Although Medvedev said that this was always the agreement, it is possible that the ever-cautious Putin has come back because he fears the future and believes Russia will be better off with The Boss openly at the top of the power structure. Perhaps there is unrest in The Team that only Putin can settle (Kudrin’s departure suggests this could be the case). Perhaps he believes the apparent decline in support for United Russia can only be reversed by him (while he has often complained about the lack of initiative and creativity in United Russia, he has also said many times that it is a necessary instrument). Or does he foresee coming international troubles that will require his steady hand? (The next US President is likely to be a Republican with a reflexive antipathy to Russia. The EU – a vital trade and investment source – is melting down. The future of Belarus and Ukraine is iffy. China is rising. NATO is again re-drawing the map. The “Arab world” is in flux.) We still don’t know the details.
Many Russians don’t care about what people elsewhere think about them, but it does matter and it will affect them. The anti-Russia lobby, encouraged by the return of the “steely-eyed ex-KGB officer” (another six years of that as if Putin had never done anything else!!!) with whom they are strangely obsessed, will get a new impetus. (Here’s the first and it’s all there: pipelines, Politkovskaya, Stalinist, weakening Ukraine and even (!) the Third Rome). The lobby will agitate for protection for countries “threatened” by him. Will we see another push to expand NATO? Missiles in Poland? More support for Saakashvili the putative Nobel Peace Prize winner? More attempts to fiddle with the political balance in Ukraine and other neighbours?
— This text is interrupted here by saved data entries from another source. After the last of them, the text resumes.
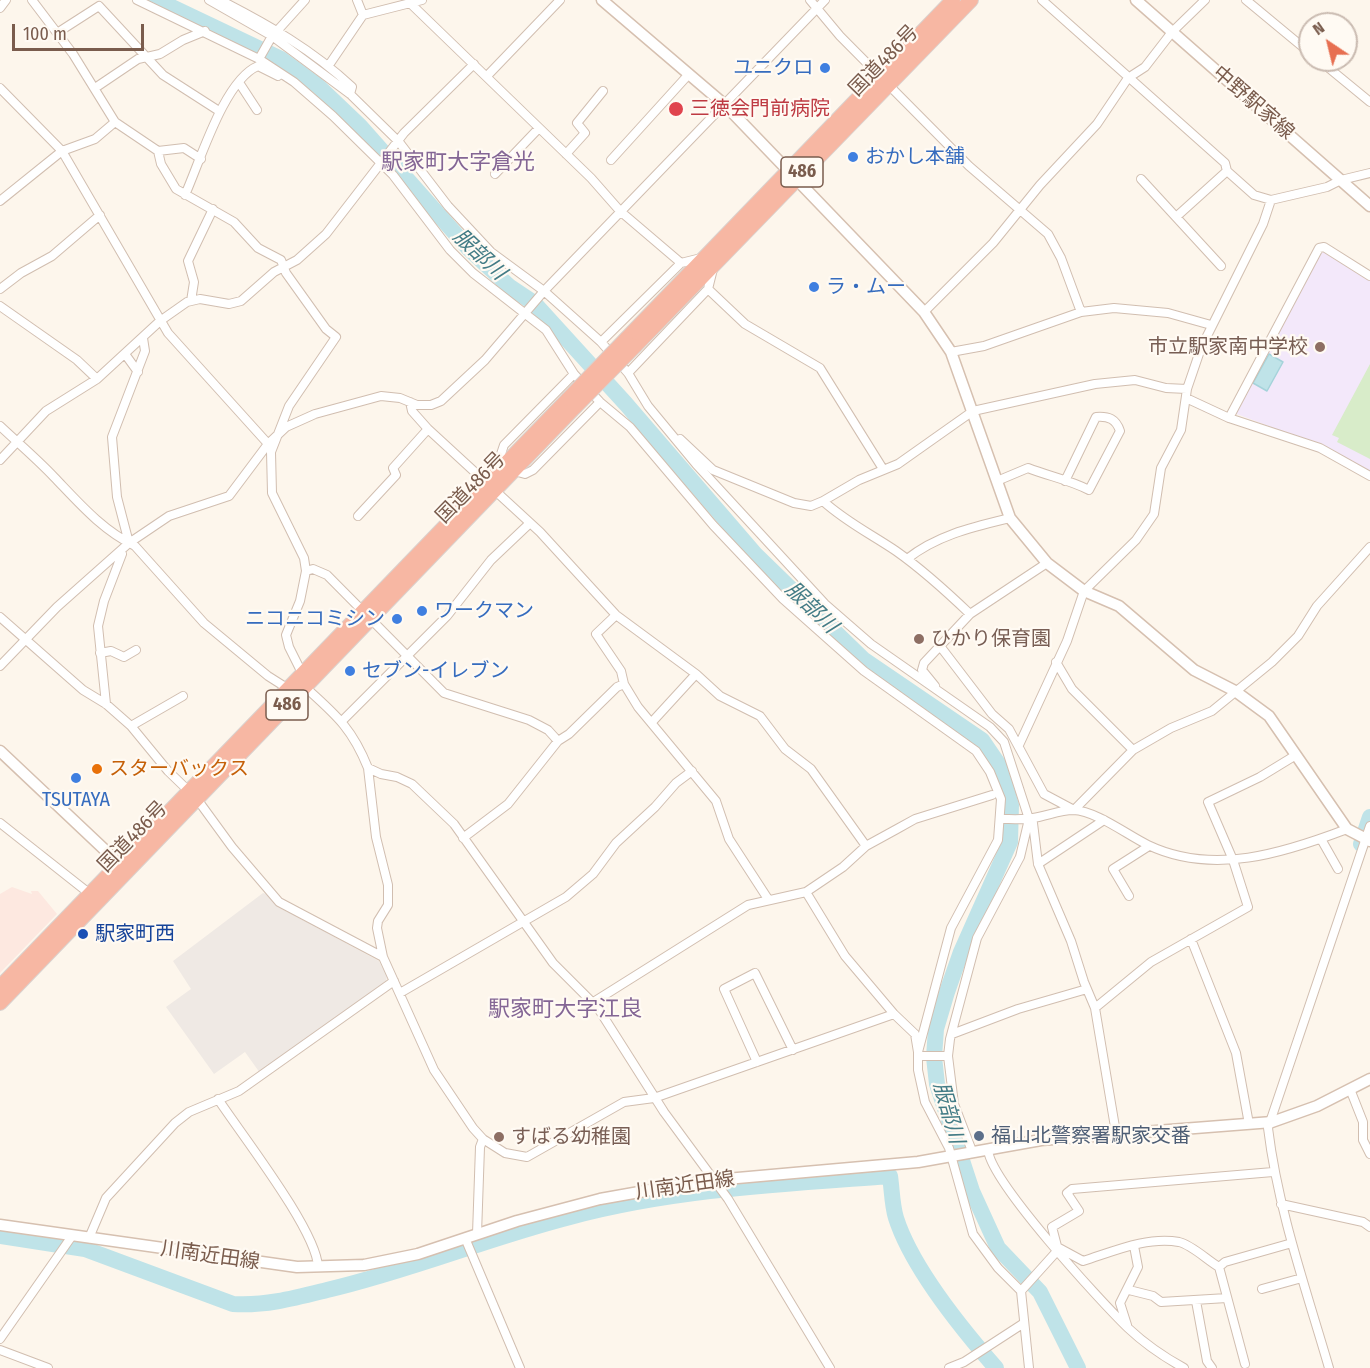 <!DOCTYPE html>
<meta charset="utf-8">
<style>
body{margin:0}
#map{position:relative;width:1370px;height:1368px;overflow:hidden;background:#fdf6ec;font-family:"Fira Sans Condensed",sans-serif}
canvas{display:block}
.north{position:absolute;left:1298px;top:12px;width:60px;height:60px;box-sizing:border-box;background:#fffaf3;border:2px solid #cabbb1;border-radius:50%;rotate:325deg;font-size:16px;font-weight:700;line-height:24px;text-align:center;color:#7a5c4d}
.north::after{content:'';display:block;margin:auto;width:21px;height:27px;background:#e76f51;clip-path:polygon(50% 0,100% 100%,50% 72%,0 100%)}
.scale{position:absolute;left:12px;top:24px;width:132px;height:27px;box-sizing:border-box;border:3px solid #7a5c4d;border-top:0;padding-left:8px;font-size:18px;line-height:21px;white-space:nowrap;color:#7a5c4d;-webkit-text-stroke:4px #fffaf3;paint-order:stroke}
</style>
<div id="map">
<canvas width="1370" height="1368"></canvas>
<div class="north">N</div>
<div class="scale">100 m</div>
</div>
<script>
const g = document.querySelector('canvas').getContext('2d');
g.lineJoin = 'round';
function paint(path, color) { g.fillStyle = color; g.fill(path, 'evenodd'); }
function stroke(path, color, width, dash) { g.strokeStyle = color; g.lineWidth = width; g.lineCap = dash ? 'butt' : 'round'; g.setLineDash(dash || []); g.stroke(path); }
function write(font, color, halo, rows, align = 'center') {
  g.font = font + ' "Fira Sans Condensed","Noto Sans JP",sans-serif'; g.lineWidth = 4.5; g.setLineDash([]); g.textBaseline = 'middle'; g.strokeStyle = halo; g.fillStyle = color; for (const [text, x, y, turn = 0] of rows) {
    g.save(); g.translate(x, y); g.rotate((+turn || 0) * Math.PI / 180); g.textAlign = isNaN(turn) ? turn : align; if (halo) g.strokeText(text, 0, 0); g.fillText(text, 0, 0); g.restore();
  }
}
const commercial = new Path2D(`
 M12,887L32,894L31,891H38L57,914L0,973V894Z`);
const industrial = new Path2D(`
 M263,893L266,894L277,906L379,961L387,976L386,982L260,1073L245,1052L214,1074L166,1007L191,989L173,961Z`);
const education = new Path2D(`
 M1326,251L1370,280V472L1319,445L1234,413L1321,253Z`);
const green = new Path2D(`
 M1370,364V459L1337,442L1339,438L1332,435Z`);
const water = new Path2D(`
 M1269,354L1283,362L1267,391L1253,383Z`);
const river = new Path2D(`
 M157,0L281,59L318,86L360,126L469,249L510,287L534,303L626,404L755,554L863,659L982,740L999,765L1011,805L1010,842L961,952L947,992L936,1029L934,1057L937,1084L972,1191L998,1248L1040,1292L1078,1368
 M1361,844L1370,817
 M0,1236L85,1249L233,1304C266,1306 295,1298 327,1290C409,1271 488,1238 570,1217C674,1189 783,1184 890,1176C892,1190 892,1205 896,1218C912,1268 961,1328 996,1368`);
const street = new Path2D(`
 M32,0L73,54L115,122L158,151L161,164L176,189L234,222L258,248L281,260L286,273L326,329L336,337L289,406L271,452L272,493L304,558L306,571L300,601L286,635L289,647L303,675
 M137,0L259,59L294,82L333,116L393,175L450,250L473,273L546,330L574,374L600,402L630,427L713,525L783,599L864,671L976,751L990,772L1001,799L998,840L951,928L918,1052V1070L925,1102L949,1148L973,1234L998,1268L1021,1291L1029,1368
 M209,0L272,36L350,94L399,142L448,206L491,252L544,291L601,342L628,373L648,406L696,464L825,604L871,644L990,727L1004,742L1029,819L1020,857L977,938L950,1039L948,1056L954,1104L972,1151
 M220,0C267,24 313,50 352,87L350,94
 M357,0L363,15
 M810,0L840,36L969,166L1048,234L1061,258L1081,312
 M1042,0L1225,163L1227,171L1254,195L1271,200L1327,187L1341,180L1370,173
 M1246,0L1310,53
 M411,4L591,178L620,211L681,263L701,258
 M0,8L6,0
 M277,31L305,0
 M57,33L99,6L163,75L219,111
 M259,59L272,36
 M1319,60L1370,102
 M329,65L363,15L422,0
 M487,76L560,0
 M240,84L257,110
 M0,88L62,151L168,333L270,446
 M95,88L138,59L160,54L183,40L205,31
 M158,151L184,148L201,159
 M566,154L585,133L577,123L603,91
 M611,160L689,74
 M495,174L539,128
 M1141,179L1221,266
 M185,195C200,162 224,80 258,66L278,76
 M0,201L62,151L95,139L115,122
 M1176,217L1227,171
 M713,269L708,289L745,324L820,368L883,469
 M0,289L21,273L52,256L100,215
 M191,301L194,282L188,261L213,209
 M0,306L77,360L97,379
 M924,312L993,243L1040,185L1097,124L1128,78L1145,67L1172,32L1205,0
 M601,342L681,263
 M951,352L984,346L1081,312L1114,308L1168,313L1211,325
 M125,354L138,372
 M628,373L708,289
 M1186,398L1229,418L1320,448L1370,476
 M410,402L412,411L428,429L540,532L616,615L696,674L720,696L760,716L785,749L811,769L866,846
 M1229,418L1319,248L1324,247L1370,276
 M0,426C18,443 37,459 54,477C79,503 102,530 135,546L204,623L268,676L290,690
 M680,439L713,470L794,503L811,506L823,501L859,480L898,464L973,411L1095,384L1135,380L1166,388L1187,389
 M0,460L46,411L97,379L160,321L187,302L200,299L229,304L241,301L274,272L297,260L326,234L404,133L474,64
 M503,466L500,457L504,445L574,374
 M514,471L525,474L533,470L600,402
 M997,481L1028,468C1048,476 1070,480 1089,490L1120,431C1116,419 1109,416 1096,417L1065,481
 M823,501C846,522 871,534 896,551C923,570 947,592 970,614
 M358,516L396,475L393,468L428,429
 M129,543L117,497L112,437L145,351L143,338
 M907,559C937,535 973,527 1010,518
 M306,571L313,569L327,575L444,693L529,720L548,730L558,741
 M616,615L596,634L621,671L624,684L638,707L716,801L729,839L768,899
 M0,617L83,690L106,704L131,726L168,771L197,799L232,847L279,902L383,957
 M940,646L992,714L1009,729L1044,794L1074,810L1133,750L1171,728L1212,711L1272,662L1298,636L1317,606L1370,547
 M100,653L111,651L124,657L136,650
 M1056,662L1072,689L1133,750
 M0,666L57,607L129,543L169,516L229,496L268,444L286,427L315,414L381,396L400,398L417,405H431L441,401L485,360L544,291L825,0
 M935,686L922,670L924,663L970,614L1047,563
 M302,687H305C336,715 352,728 368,768L381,774L397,777L412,784L454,824L553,963L598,1008L664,1112L728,1199L830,1368
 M106,704L98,626L104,601L122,554
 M342,721L447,616L491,560L530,523
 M652,722L696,674
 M131,726L183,696
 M1019,745L1067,641L1084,591L1136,540L1154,514L1161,468L1181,430L1187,389L1201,348L1263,224L1271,200
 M368,768L376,837L388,885V905L378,921L377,928L383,957L434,1070L473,1128L483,1139L505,1153L527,1157L624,1102L654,1098L894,1014
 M1001,819C1011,819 1023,820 1033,818C1046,816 1061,810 1073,810C1097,811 1127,835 1148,845C1213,876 1284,853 1347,829
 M1029,819L1033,823L1038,864L1071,941L1084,982L1095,1008L1116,1133
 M0,823L90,894
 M463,838L508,804L558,741L569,734L617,687L624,684
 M1321,839L1338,869
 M1038,864L1104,820
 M806,892L845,956L894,1014L915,1034L918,1052
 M1129,896L1113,869L1149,846
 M1191,939L1236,1053L1249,1124
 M400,993L566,897L593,874L616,843L655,807L676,783L692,771
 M592,1003L748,905L806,892L843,867L866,846L897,829L915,819L992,795
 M1095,1008L1151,962L1248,907L1233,860L1208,802L1260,777L1296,755
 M952,1034L1018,1009L1087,989
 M918,1056H948
 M757,1062L724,989L755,973L793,1050
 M1350,1089L1363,1122V1140L1370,1154
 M218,1099C241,1134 317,1231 318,1267
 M988,1149C988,1179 1102,1303 1128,1328C1145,1344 1164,1357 1184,1368
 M1281,1204L1363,1222L1370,1227
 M477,1234L480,1147L483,1139
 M89,1238L106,1198L175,1123L189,1112L239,1091L394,981
 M465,1238L520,1368
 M1059,1248L1083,1261C1112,1252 1147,1236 1179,1242C1192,1245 1207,1260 1219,1267L1225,1262L1292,1243
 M1219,1267L1245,1364
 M1262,1289L1302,1278
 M1129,1290L1153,1296L1161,1302L1227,1298
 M1021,1291L1058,1250L1052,1227L1079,1211L1067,1193L1072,1189L1273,1172
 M1196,1301L1207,1361L1212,1368
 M1127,1325L1120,1303L1138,1267L1134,1246
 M0,1339L72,1236
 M0,1350L48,1368
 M949,1368L964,1362L1024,1323
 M1329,1368C1306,1289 1278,1210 1268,1128L1370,826`);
const secondary = new Path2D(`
 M602,0L725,105L924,312L951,352L1010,518L1047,563L1084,591L1119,606L1194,670L1235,691L1269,716L1347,829L1370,841
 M1136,0L1370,206
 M0,751L124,868
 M0,1225L297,1267L364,1265L418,1254L517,1221L600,1199L673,1186L715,1180L918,1162L1041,1140L1272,1122L1317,1106L1370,1079`);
const highway = new Path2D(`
 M626,339L953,0
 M635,346L971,0
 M0,987L568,399
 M0,1003L575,407`);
const highwayBridge = new Path2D(`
 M568,399L626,339
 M575,407L635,346`);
const markers = [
 [825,68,6,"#3f7fe0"],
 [676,109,8,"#e0444e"],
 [853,157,6,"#3f7fe0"],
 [814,287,6,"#3f7fe0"],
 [1320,347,6,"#8d6e63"],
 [422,611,6,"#3f7fe0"],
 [397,619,6,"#3f7fe0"],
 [919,639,6,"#8d6e63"],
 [350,671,6,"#3f7fe0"],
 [97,769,6,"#e8710a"],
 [76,778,6,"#3f7fe0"],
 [83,934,6,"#1a4fb4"],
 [979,1136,6,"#5c6f8a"],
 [499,1137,6,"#8d6e63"]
];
const shields = [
 [802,172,42],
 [287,705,42]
];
const shieldNames = [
 ["486",802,172],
 ["486",287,705]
];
const streetNames = [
 ["国道486号",884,61,-46],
 ["中野駅家線",1253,103,41],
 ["国道486号",471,488,-46],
 ["国道486号",133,837,-46],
 ["川南近田線",685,1186,-8],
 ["川南近田線",210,1256,8]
];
const shopNames = [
 ["ユニクロ",813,68,"right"],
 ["おかし本舗",865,157],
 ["ラ・ムー",826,287],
 ["ワークマン",434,611],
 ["ニコニコミシン",385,619,"right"],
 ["セブン-イレブン",362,671],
 ["TSUTAYA",76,800,"center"]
];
const healthNames = [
 ["三徳会門前病院",690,109]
];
const educationNames = [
 ["市立駅家南中学校",1308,347,"right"],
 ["ひかり保育園",931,639],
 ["すばる幼稚園",511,1137]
];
const foodNames = [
 ["スターバックス",109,769]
];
const transitNames = [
 ["駅家町西",95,934]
];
const serviceNames = [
 ["福山北警察署駅家交番",991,1136]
];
const waterNames = [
 ["服部川",479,255,43],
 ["服部川",811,608,44],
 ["服部川",948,1113,74]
];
const quarterNames = [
 ["駅家町大字倉光",458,163],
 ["駅家町大字江良",565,1010]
];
paint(commercial, '#fde8e0');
paint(industrial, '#efe9e4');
paint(education, '#f3e8fa');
paint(green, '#d8ecc9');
paint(water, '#bfe3e8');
stroke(water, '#a5d3da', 1.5);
stroke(river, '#bfe3e8', 16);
stroke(street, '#d1beb0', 10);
stroke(secondary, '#d6c0b0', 13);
stroke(highway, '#dad1cd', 16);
stroke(street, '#fff', 8);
stroke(secondary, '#fff', 10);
stroke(highway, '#f7b7a3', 14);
stroke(highwayBridge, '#dad1cd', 16, []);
stroke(highwayBridge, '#f7b7a3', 14);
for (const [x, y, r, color] of markers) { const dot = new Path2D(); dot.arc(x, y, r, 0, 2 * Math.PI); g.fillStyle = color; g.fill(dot); stroke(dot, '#fffaf3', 2); }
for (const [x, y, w] of shields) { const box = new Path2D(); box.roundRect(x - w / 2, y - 15, w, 30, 4.5); g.fillStyle = '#fffaf3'; g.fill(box); stroke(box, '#7a5c4d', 1.5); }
write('bold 18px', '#7a5c4d', null, shieldNames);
write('20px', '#7a5c4d', '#fffaf3', streetNames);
write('20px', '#366cbe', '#fffaf3', shopNames, 'left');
write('20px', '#be3a42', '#fffaf3', healthNames, 'left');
write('20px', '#785e54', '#fffaf3', educationNames, 'left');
write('20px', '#c56008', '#fffaf3', foodNames, 'left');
write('20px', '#164399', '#fffaf3', transitNames, 'left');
write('20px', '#4e5e75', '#fffaf3', serviceNames, 'left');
write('italic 21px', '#437c86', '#fffaf3', waterNames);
write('22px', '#846695', '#fffaf3', quarterNames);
</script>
A constant drum-roll of bad and selective press reports that will scare off investment? This will affect the environment in which Russians have to live.
We have to ask whether Medvedev ever really was President. Or was he, as many said all along, just a placeholder, only there because of Putin’s unwillingness to violate the letter of the Constitution? If the system that Putin and his team created after the ruin of the Yeltsin years can only work with him in charge, then it doesn’t work.
I do not expect The Plan to change although its flavour will. Putin is less friendly to the West (and why wouldn’t he be? – endless NATO expansion, NATO throwing its weight around, still nothing on WTO or Jackson-Vanik, bogus “coloured revolutions”). And every case of prickly behaviour or scepticism about Western motives will be spun by the anti-Russia lobby as another threat.
There can be no serious doubt that the most impeccably fair and open election would return him with a huge majority – most Russians will be delighted at the return of such a proven and trusted leader. And, in his wake, United Russia (although with a lot of new faces) will sweep the Duma elections which have now been turned into a referendum on him. So the political system will be stable. But stability can become stagnation quite easily.
But I would have been more confident in the future of Russia had Medvedev run and Putin stepped back – perhaps as leader of United Russia – to keep an eye on things. It is necessary, for the long term, that Russia not be the personalist system that it has been for so long.